I was overwhelmed by the chicken sandwich pictured there, but had no words for it. I kept saying, 'there, that one … the man dressed like a woman.' It's hard to get served when one understands the signifier as a process—

but this is not, of course, a new predicament in literature. Instead, the new thing here is Wenderoth's insistence on confronting the deconstructed world that his generation's been reared in, and making it confront the heartbreak of inexpressive language. "Wendy is not a girl," Wenderoth writes at the height of his infatuation with her, "she is a sign…. She is only a girl in the mind of the customer, the lonely hermaphroditic homestead of significance."

One can feel Wenderoth searching in this book for an in, a return to perhaps what Allen Grossman has termed "the lyric shift"—that moment that marks the origin of poetic speech—before irony, before "post-irony," before the franchise of American language. "American poetry has moved, for the most part, away from dwelling in this moment," Wenderoth has written elsewhere:

Many of our esteemed poets have implicitly declared that the origin of poetic speech is not this moment, but is the everyday someone who has always weathered this moment, and who speaks from near it, from after it—not from within or under it. Such an everyday someone, when claiming to speak poetically, is not given to this moment in a creative way but, rather, isusing this moment. Such a poet is, ironically, warding off the opportunity for poetic speech to begin…. If one is truly in the need for a poem to begin, one is, in some sense, where nothing has ever been said.
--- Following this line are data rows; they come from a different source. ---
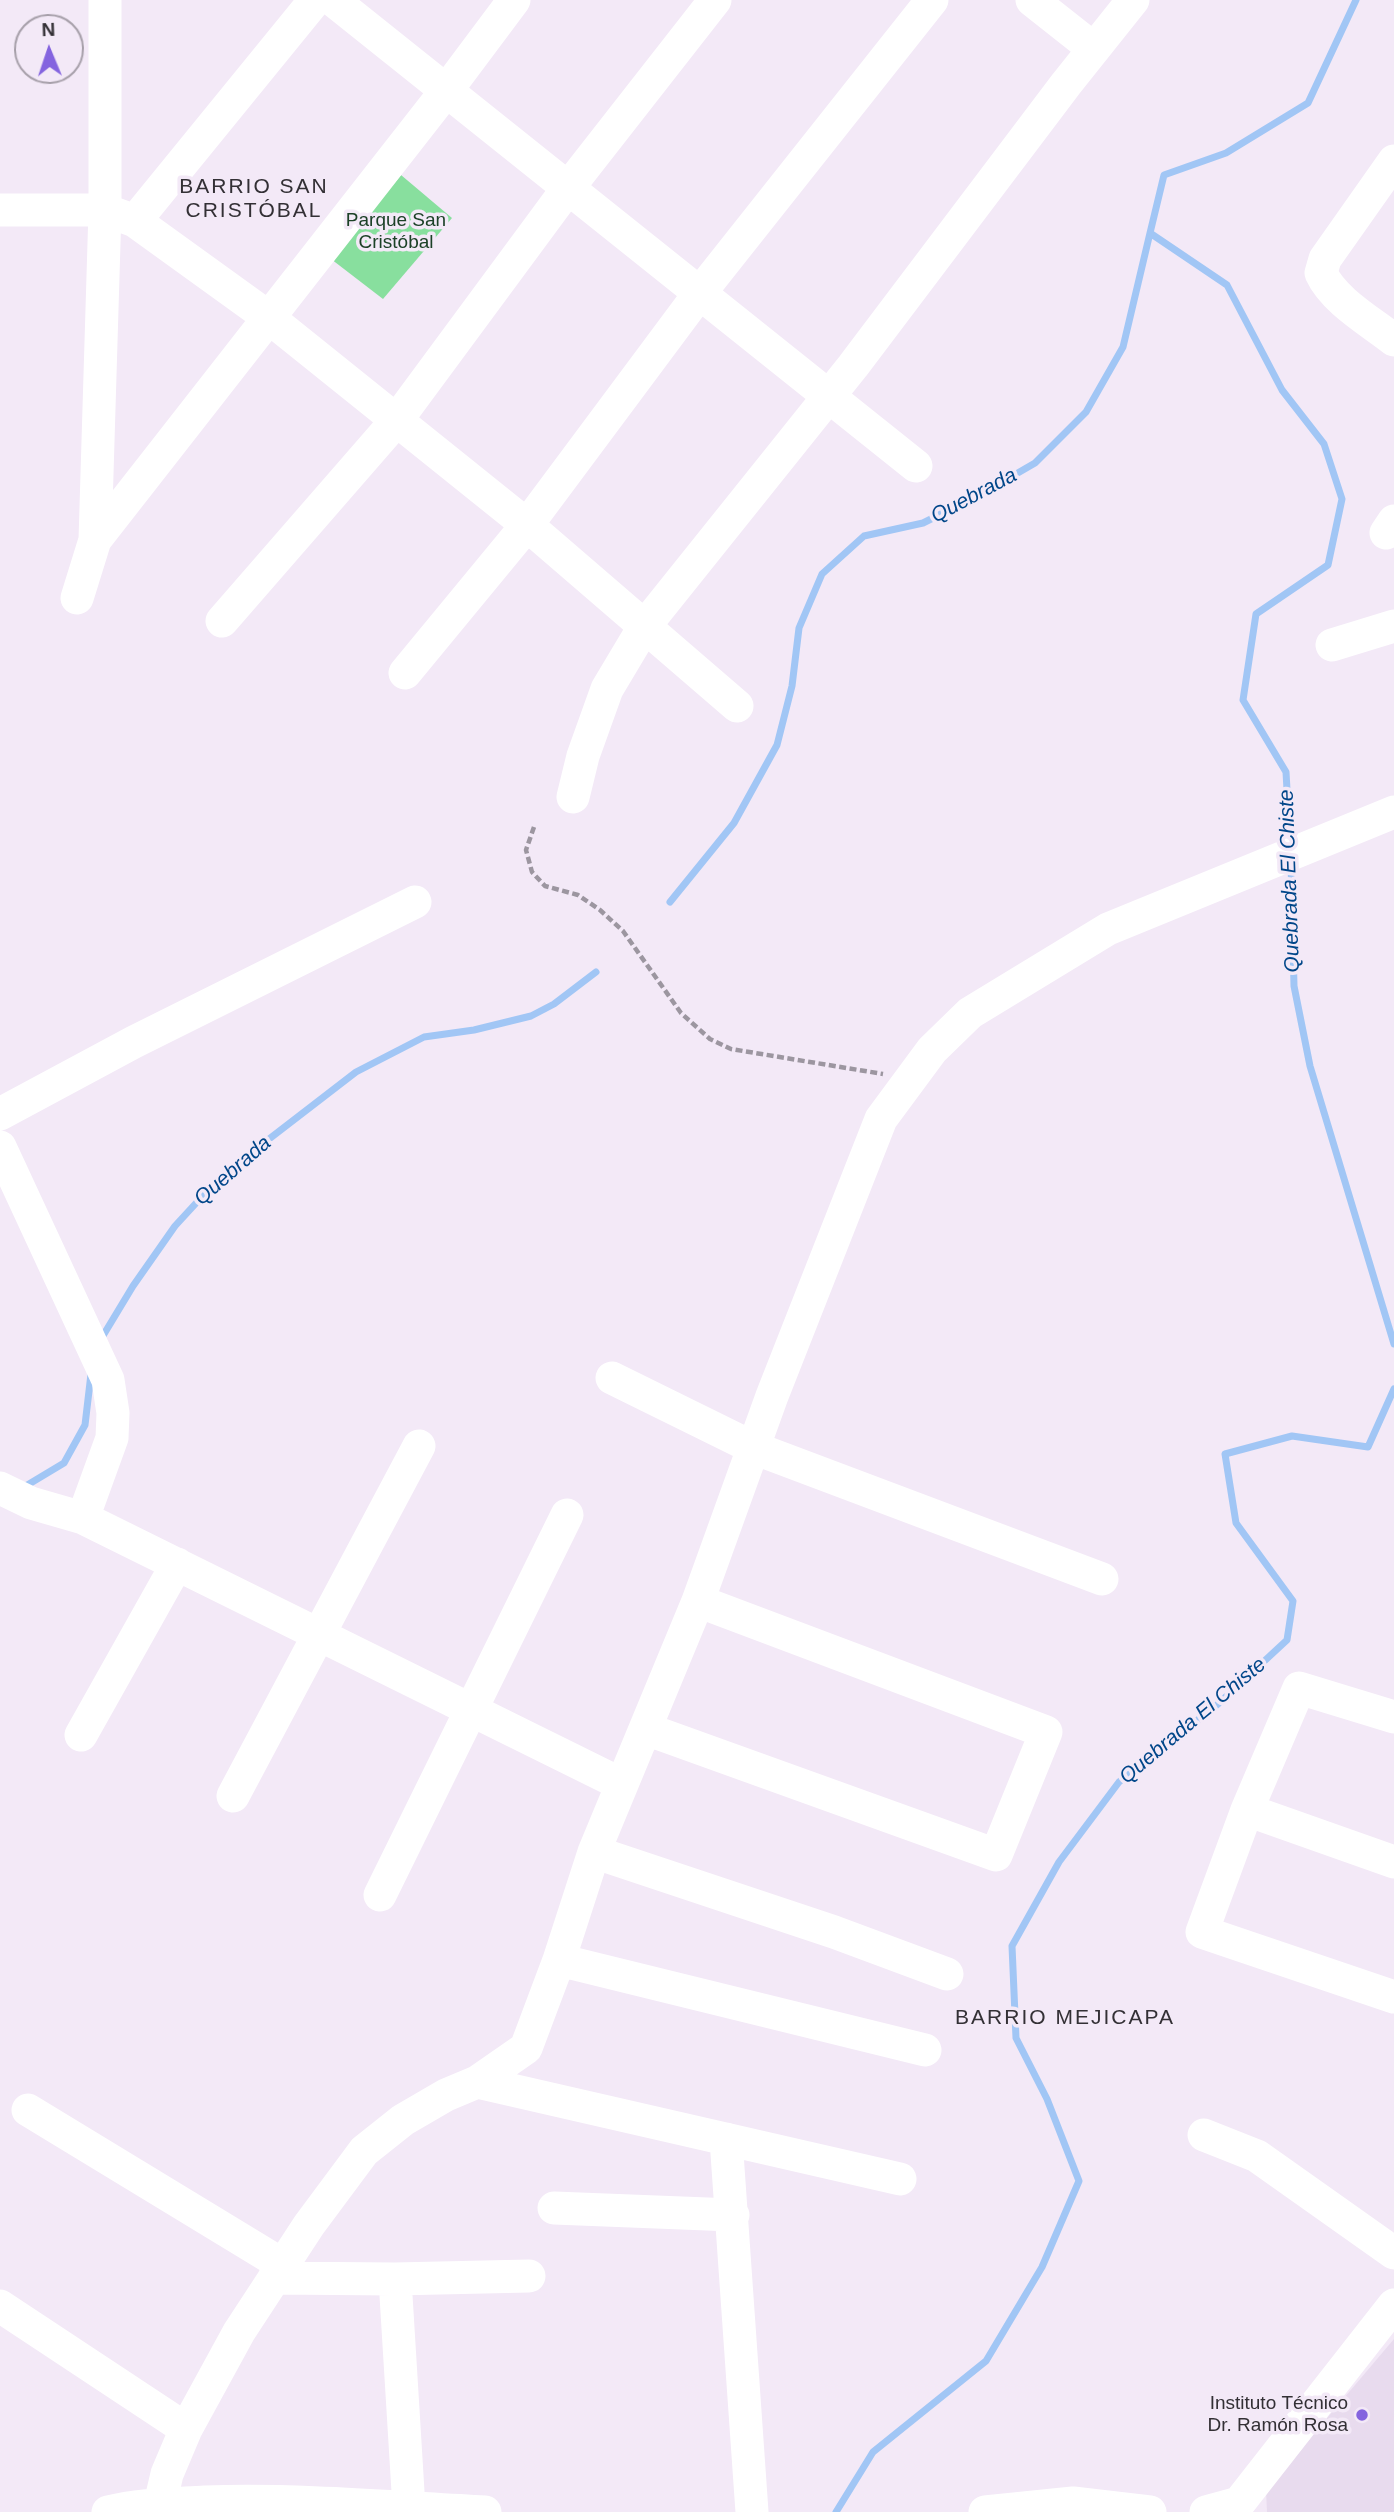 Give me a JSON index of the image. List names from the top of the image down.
{
  "districts": ["BARRIO SAN CRISTÓBAL", "BARRIO MEJICAPA"],
  "water": ["Quebrada", "Quebrada El Chiste"],
  "parks": ["Parque San Cristóbal"],
  "places": ["Instituto Técnico Dr. Ramón Rosa"],
  "north": "top"
}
Whether nothing in Letters to Wendy's has ever before been said is difficult for me, alone, to discern: I have not read everything. But the book is an earnest one, an ambitious and charming and bold innovation. Wenderoth's encounter with the Virgin Mother, for example, is priceless ("She was holding two baked potatoes with sour cream and chives"); his "Butt-Fuck Week-End with the Lord" is uproarious; and his unrelenting suggestions that Wendy's loop soundless pornography on monitors in its dining rooms ("just a reassuring view of the signifier itself as it finds its way to its ancient hiding place") are unnerving in their consistently matter-of-fact tone.

The book's conceit is one of irony, certainly—set in a fast-food restaurant, tonally ambiguous, prefaced with a disclaimer that these poems make up a novel ("imaginary figures, possible images, the stuff of collective dreams")—yet Wenderoth's argument within it, we sense, is deeply felt. "Let's say Wendy's is an airplane," he writes, toward the end of the book, "[t]raveling at ten thousand feet":

Let's say there's no landing gear and nowhere to land. And fuel is limited. And one has a general idea of when the fuel is going to run out. Given this knowledge, is travel really the right word? And if not travel, then what? One sees one's life quite differently when one knows it isn't going to land.
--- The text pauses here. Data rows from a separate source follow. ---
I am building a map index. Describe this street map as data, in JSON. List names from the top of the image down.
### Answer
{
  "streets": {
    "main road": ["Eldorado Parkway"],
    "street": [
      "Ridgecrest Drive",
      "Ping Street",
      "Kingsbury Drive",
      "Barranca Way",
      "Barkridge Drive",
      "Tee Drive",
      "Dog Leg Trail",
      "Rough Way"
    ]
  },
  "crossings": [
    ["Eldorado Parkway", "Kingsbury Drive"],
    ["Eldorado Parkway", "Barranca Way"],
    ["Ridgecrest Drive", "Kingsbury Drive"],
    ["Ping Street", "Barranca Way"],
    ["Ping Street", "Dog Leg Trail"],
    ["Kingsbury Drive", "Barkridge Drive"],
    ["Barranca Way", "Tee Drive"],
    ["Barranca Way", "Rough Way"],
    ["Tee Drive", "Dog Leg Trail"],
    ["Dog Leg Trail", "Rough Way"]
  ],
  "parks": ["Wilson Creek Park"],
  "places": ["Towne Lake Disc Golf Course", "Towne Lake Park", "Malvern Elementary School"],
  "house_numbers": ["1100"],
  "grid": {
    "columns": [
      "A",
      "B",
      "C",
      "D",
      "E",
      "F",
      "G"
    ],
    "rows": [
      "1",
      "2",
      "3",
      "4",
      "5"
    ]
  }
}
It is, in the end, a book about faith. "Some kids drift by, talking," Wenderoth notes one afternoon with awe. "One of them says, 'that sucks dead donkey dicks,' and the other agrees. Imagine." Language, one senses ultimately for Wenderoth, is not dead. It is just, perhaps, on vacation. In its stead is a kiosk on the outskirts of town, selling bad burgers on a monthly lease. "Poetic speech," Wenderoth has written, "betrays this country more deeply than any other country in history…. It is, therefore, increasingly difficult to resist settling for a poetry that arises from near, or after, the painful moment of its origin." Resistance, he insists, is called for. "Reality itself is at stake."

Urging us back toward that moment of origin, Wenderoth's ars poetica, like Horace's very first, is formally incongruous with its rather conventional argument. But I am thinking for the moment that this is all intentional: its avoidance of lines; its classification as fiction; its choice as the publisher's flagship debut, hoping as the press does "to rescue American poetry from the high tower of Post-Romanticism." It is not ironic that Wenderoth's form is not mimetic of his argument. It is—more painfully, more potently—elegiac of what's at stake.